Christiane attendit sur le seuil du grand salon. Elle semblait distraite. Tout près d’elle, Ravenot se querellait avec sa femme.

« Gueuse, va ! Ah ! ce que tu le reluques ton brigadier !

— Il est bel homme, dit Amélie goguenarde.

— Je lui tordrai le cou. Et aux autres aussi.

— Tu as du travail sur la planche.

— Tu n’as pas besoin de le dire, grinça Ravenot. On n’a qu’à se présenter.

— Pas toujours, dit Amélie exaspérante. Je choisis. Tiens, Boisgenêt a de l’allure.

— Un vieillard !

— Il y en a de jeunes aussi…

Boisgenêt, de retour, entraîna Christiane dans le parc.

« Tout va bien, dit-il. J’ai fait avertir le juge d’instruction. L’inspecteur avait déjà son idée sur cet aide-jardinier. »

L’inspecteur et son collègue marchaient devant eux, avec le brigadier et avec d’Orsacq.

Christiane murmura :

« Vous croyez vraiment qu’il y a de l’espoir ?

— Plus que de l’espoir, affirma Boisgenêt.

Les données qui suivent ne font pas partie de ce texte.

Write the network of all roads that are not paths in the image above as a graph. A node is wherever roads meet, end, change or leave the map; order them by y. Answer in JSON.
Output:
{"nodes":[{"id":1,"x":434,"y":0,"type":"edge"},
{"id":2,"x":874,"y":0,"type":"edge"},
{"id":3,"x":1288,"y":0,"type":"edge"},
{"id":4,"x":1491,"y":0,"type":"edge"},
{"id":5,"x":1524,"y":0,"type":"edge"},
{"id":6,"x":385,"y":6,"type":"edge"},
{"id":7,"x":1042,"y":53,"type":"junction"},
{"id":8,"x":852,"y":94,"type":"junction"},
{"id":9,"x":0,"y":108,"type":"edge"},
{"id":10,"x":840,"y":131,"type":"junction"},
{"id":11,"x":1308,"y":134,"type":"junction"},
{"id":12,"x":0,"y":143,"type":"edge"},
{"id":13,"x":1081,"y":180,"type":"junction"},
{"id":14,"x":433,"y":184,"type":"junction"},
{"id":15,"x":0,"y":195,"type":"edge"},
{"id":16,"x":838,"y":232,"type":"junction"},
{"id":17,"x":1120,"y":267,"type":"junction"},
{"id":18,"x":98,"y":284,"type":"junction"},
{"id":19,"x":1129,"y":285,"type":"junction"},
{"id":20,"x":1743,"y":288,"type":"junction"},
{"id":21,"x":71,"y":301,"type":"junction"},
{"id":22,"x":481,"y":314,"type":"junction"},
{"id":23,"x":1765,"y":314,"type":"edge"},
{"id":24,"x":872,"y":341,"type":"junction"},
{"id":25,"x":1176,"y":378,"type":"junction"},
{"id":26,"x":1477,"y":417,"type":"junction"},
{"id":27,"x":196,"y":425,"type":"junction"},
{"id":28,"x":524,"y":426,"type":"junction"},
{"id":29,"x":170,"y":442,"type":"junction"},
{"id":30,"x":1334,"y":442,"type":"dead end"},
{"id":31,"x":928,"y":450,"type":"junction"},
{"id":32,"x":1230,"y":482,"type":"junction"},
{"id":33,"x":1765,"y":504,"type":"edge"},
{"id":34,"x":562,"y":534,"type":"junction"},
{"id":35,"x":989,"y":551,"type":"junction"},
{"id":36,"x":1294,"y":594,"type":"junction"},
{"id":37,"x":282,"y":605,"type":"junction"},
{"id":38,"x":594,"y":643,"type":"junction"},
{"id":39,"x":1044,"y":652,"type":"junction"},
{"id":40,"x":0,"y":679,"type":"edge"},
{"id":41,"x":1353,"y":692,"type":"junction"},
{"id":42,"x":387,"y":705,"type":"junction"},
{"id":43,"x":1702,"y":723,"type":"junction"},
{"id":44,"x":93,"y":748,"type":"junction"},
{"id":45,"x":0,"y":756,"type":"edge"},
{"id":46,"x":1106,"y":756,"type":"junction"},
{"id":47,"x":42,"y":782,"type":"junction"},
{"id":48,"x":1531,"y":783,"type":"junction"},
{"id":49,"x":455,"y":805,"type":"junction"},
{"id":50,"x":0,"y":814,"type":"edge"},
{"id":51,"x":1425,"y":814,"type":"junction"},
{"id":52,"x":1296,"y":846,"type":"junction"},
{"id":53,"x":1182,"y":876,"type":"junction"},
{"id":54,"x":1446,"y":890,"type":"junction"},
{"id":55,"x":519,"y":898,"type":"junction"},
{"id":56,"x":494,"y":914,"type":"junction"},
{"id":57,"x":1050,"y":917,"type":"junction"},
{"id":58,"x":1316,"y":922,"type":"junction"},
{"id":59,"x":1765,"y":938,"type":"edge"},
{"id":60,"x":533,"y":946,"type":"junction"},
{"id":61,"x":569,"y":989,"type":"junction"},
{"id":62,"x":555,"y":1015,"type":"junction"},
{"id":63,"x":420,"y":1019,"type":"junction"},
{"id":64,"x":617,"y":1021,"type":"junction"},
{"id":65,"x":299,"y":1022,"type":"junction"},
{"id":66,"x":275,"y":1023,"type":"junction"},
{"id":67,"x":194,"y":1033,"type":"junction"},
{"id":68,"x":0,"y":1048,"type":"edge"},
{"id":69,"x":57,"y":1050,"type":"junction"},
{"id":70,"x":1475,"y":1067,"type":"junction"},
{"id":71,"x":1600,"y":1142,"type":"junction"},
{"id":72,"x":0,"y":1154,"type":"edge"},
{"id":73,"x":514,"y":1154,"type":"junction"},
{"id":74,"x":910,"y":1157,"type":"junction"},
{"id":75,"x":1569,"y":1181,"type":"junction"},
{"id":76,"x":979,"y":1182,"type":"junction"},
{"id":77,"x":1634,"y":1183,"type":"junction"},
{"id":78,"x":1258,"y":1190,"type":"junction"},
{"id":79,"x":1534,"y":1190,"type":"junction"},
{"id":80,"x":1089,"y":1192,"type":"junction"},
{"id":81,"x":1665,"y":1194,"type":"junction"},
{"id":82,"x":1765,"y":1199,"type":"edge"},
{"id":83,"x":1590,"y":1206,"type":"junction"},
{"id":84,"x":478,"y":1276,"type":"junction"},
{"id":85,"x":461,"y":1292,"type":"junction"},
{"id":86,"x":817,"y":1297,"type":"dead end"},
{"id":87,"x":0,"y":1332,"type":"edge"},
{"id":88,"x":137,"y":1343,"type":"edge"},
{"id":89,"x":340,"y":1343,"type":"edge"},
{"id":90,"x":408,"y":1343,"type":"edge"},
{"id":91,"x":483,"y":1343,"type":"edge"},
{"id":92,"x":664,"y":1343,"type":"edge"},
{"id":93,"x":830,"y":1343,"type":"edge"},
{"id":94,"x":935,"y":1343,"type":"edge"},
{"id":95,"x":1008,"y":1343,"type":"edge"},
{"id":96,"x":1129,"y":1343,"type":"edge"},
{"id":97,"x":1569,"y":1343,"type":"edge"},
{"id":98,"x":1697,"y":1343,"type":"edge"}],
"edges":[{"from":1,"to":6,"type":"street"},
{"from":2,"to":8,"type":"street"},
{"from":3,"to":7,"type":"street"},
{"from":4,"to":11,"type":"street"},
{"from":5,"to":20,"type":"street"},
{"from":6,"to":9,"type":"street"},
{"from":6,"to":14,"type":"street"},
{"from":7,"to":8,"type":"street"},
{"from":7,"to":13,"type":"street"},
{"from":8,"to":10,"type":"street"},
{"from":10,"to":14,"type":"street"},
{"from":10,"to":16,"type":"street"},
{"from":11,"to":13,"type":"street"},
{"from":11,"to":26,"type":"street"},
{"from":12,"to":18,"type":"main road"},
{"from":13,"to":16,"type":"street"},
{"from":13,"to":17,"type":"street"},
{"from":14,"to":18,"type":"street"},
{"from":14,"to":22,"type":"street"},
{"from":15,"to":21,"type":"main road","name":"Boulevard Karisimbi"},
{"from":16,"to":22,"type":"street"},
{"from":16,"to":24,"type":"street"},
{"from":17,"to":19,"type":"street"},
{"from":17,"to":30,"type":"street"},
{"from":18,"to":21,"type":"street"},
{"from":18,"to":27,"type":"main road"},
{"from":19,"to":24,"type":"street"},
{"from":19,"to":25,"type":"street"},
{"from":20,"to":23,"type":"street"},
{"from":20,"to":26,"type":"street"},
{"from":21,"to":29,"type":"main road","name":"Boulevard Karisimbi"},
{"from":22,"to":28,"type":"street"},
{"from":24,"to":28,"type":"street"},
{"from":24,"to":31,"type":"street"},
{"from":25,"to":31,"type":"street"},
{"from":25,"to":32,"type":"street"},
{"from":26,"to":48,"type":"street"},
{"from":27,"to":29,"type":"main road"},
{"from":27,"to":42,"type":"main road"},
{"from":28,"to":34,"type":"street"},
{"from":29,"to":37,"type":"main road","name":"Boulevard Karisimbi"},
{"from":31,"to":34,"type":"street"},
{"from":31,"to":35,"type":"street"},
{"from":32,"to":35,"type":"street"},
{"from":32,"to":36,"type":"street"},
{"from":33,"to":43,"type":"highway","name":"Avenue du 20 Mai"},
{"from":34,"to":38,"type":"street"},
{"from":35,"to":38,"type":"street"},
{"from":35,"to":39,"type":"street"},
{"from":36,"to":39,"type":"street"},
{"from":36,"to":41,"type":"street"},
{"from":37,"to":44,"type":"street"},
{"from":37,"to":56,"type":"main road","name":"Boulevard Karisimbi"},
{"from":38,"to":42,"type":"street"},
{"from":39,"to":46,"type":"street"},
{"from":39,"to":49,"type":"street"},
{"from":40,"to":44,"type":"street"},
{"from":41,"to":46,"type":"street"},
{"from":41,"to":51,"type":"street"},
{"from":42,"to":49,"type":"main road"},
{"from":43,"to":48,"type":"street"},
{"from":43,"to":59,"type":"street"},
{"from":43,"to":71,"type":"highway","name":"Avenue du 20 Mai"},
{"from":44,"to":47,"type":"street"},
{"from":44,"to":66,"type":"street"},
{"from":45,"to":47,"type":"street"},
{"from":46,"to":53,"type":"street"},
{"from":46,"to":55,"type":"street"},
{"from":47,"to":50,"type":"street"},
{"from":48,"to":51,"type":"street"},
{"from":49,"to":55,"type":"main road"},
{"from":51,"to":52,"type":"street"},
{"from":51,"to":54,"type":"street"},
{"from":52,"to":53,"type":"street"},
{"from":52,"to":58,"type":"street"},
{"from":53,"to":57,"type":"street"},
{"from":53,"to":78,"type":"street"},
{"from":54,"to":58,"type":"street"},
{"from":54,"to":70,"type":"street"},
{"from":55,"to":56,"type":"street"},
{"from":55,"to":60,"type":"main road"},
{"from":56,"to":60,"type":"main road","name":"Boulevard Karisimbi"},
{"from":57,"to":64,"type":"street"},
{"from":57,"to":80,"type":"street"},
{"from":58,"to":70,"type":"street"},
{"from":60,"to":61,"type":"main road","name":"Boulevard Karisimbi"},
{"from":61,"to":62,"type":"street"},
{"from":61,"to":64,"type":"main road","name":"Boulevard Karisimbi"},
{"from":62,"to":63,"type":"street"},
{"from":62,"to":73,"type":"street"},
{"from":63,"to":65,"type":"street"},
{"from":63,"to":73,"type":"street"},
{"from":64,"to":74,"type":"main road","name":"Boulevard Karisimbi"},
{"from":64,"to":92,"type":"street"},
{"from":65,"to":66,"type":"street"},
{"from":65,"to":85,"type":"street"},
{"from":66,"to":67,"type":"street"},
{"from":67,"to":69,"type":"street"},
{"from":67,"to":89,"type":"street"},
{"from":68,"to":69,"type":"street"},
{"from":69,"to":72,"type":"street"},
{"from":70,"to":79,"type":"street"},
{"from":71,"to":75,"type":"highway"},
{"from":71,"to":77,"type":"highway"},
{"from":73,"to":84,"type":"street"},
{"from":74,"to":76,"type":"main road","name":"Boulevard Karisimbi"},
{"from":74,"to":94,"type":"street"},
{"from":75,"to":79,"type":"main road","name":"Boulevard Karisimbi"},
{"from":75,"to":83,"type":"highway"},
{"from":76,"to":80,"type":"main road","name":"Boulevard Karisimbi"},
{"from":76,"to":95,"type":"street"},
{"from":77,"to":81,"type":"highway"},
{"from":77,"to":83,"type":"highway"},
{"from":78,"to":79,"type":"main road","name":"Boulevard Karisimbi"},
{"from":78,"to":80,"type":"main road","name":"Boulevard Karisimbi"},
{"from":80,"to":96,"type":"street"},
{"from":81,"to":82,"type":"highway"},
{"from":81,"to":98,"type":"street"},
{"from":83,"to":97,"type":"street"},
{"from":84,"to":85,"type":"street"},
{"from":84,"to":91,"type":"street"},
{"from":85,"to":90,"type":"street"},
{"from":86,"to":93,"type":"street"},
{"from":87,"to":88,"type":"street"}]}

Nous suivons la vraie piste.

Le pavillon du jardinier se trouvait sur la même rive que le château. Un petit enclos de fleurs le précédait avec une terrasse, une table et des chaises. Sur l’autre rive, à laquelle on accédait par le vieux pont de la cascade, un vaste potager ceint d’une haie d’épines s’étendait, entre les bois à droite et le mur à gauche.

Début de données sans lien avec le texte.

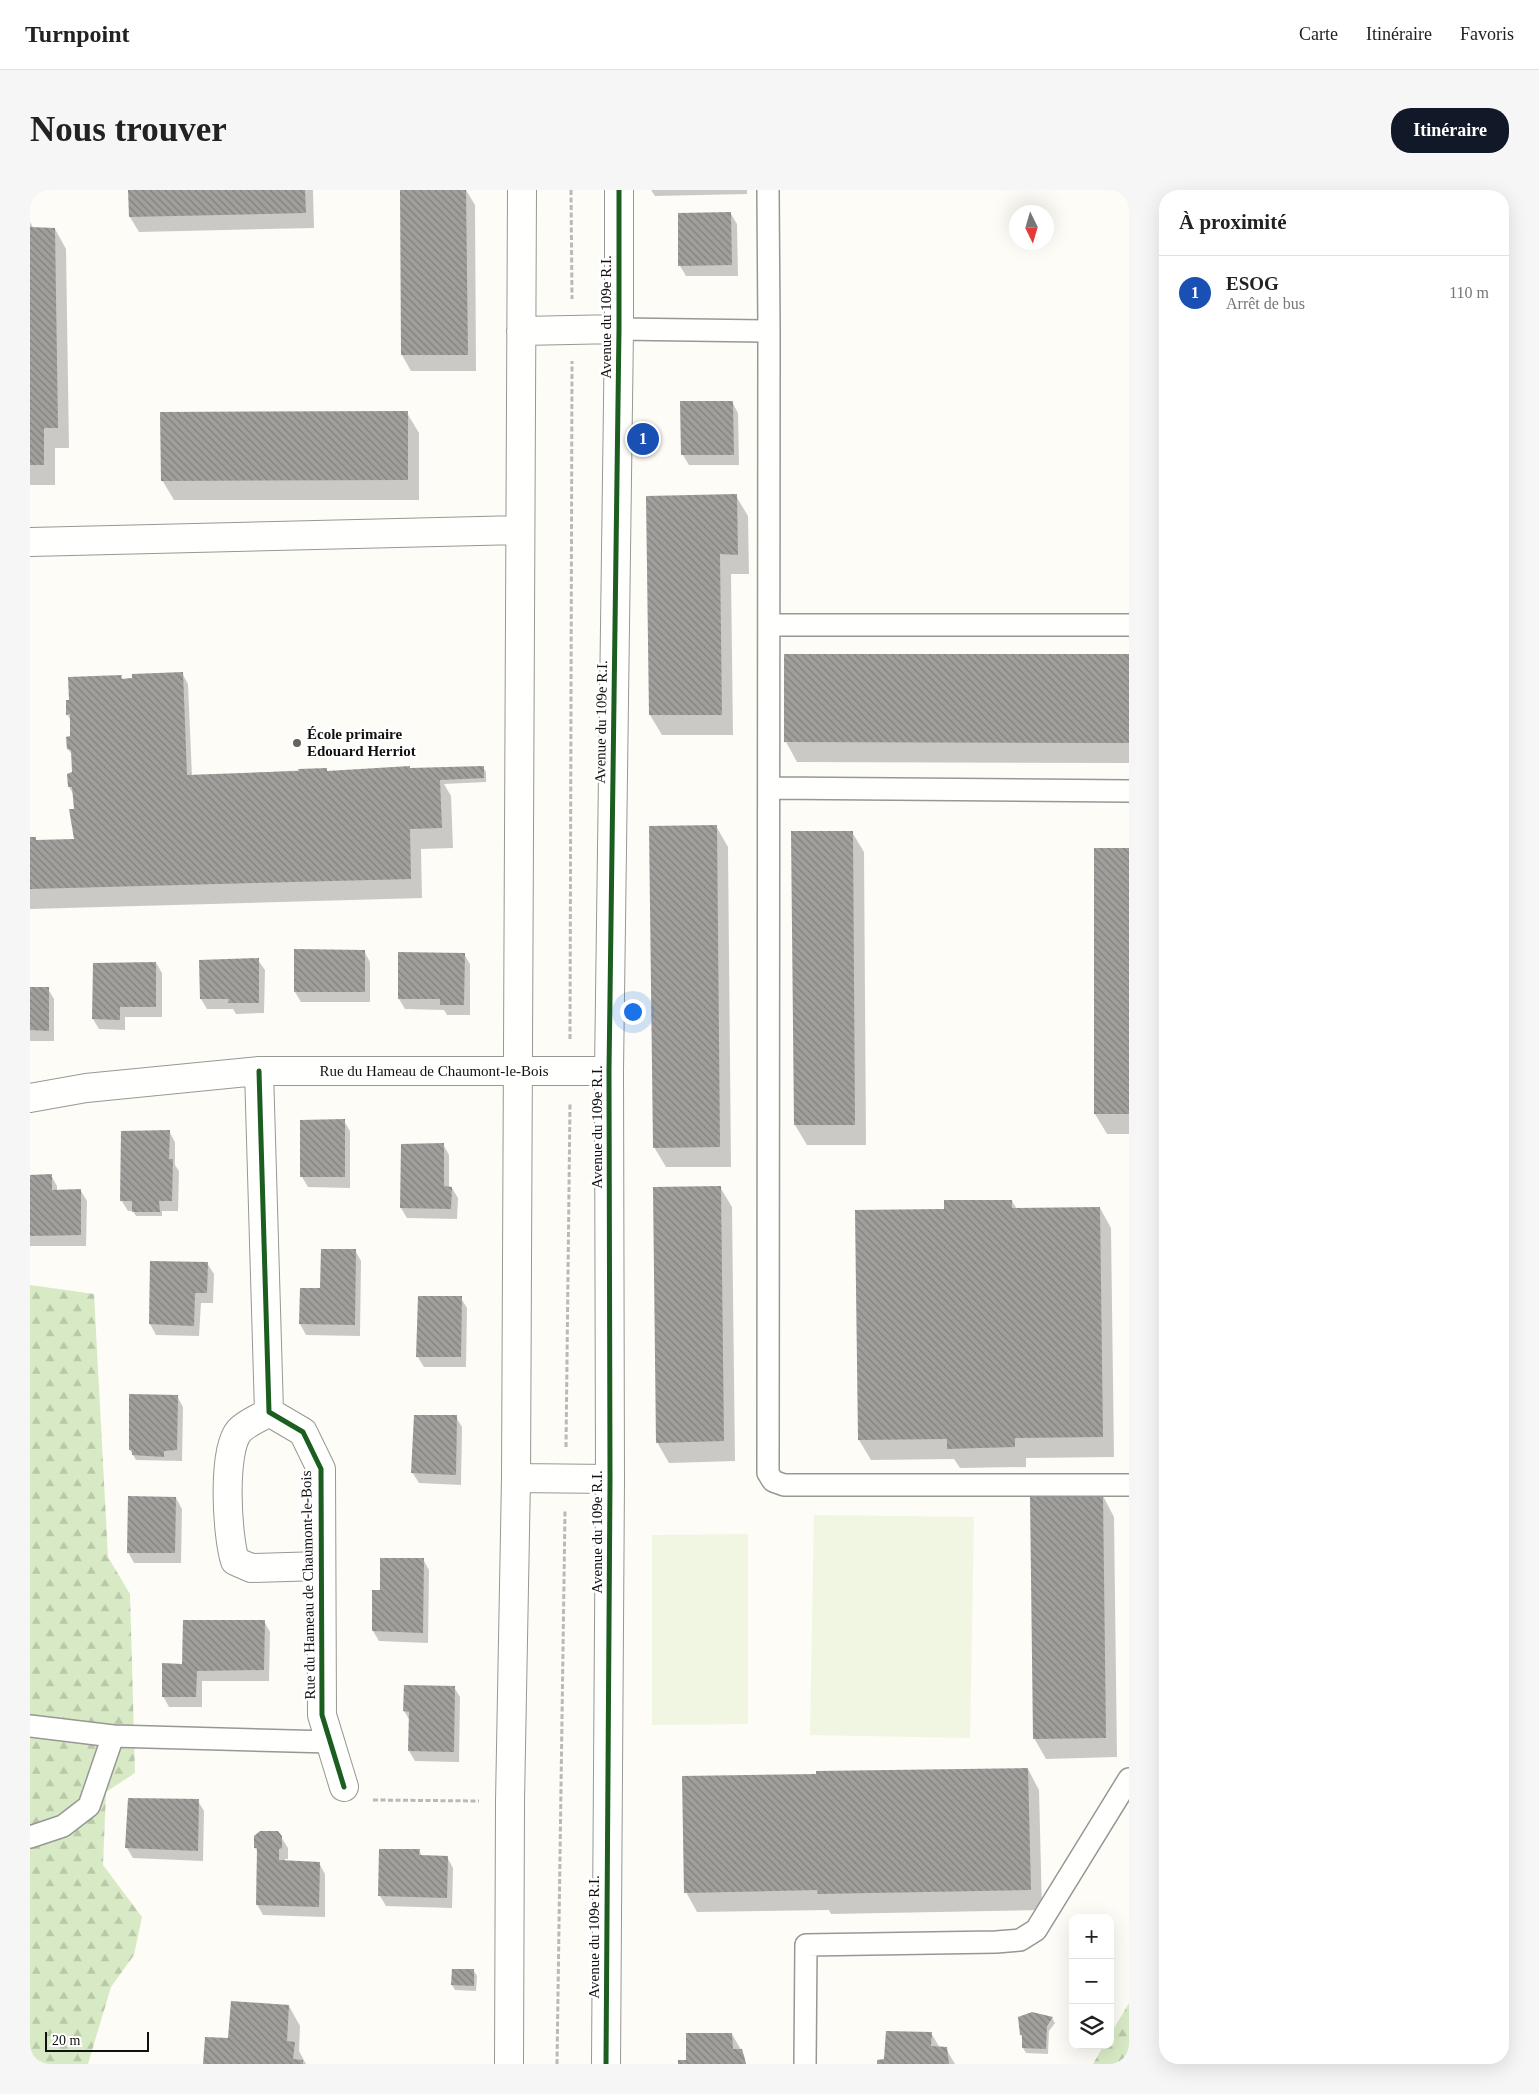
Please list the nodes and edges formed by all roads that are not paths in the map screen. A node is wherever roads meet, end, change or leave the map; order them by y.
1 (522, 190) edge
2 (619, 190) edge
3 (768, 190) edge
4 (620, 329) junction
5 (521, 331) junction
6 (768, 331) junction
7 (520, 530) junction
8 (30, 542) edge
9 (770, 625) junction
10 (1129, 625) edge
11 (769, 788) junction
12 (1129, 791) edge
13 (259, 1071) junction
14 (518, 1071) junction
15 (609, 1072) junction
16 (30, 1098) edge
17 (269, 1412) junction
18 (516, 1478) junction
19 (610, 1479) junction
20 (1129, 1484) edge
21 (321, 1566) junction
22 (30, 1726) edge
23 (113, 1736) junction
24 (330, 1742) junction
25 (1129, 1779) edge
26 (344, 1787) road end
27 (30, 1837) edge
28 (509, 2064) edge
29 (606, 2064) edge
30 (805, 2064) edge

1 - 5 street
2 - 4 street, Avenue du 109e R.I.
3 - 6 lane
4 - 5 street
4 - 6 lane
4 - 15 street, Avenue du 109e R.I.
5 - 7 street
6 - 9 lane
7 - 8 street
7 - 14 street
9 - 10 lane
9 - 11 lane
11 - 12 lane
11 - 20 lane
13 - 14 street, Rue du Hameau de Chaumont-le-Bois
13 - 16 street, Rue du Hameau de Chaumont-le-Bois
13 - 17 street
14 - 15 street, Rue du Hameau de Chaumont-le-Bois
14 - 18 street
15 - 19 street, Avenue du 109e R.I.
17 - 21 street, Rue du Hameau de Chaumont-le-Bois
17 - 21 street, Rue du Hameau de Chaumont-le-Bois
18 - 19 street
18 - 28 street
19 - 29 street, Avenue du 109e R.I.
21 - 24 street, Rue du Hameau de Chaumont-le-Bois
22 - 23 lane
23 - 24 lane
23 - 27 lane
24 - 26 street, Rue du Hameau de Chaumont-le-Bois
25 - 30 lane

Le brigadier de gendarmerie entra dans l’enclos. Il n’y avait personne. Pour gagner la chambre où couchait Gustave, il monta sur un balcon de bois vermoulu qui contournait le pavillon et, de là, il aperçut Gustave qui travaillait dans le potager, tout au loin. Il appela : « Eh ! Gustave ! »

Le garçon leva la tête, avisa l’uniforme et soudain, laissant tomber sa bêche, sauta par-dessus la haie et s’enfuit du côté du mur.

Le brigadier cria : « Attention ! il se sauve. »

Les agents et d’Orsacq coururent, franchirent le pont et se mirent à sa poursuite.



III


« Ça y est, dit Boisgenêt à Christiane, quand on décampe, c’est qu’on n’a pas la conscience tranquille. »

Ils croisèrent le brigadier qui partait en chasse également et montèrent sur le balcon d’où ils purent voir toutes les péripéties de la poursuite.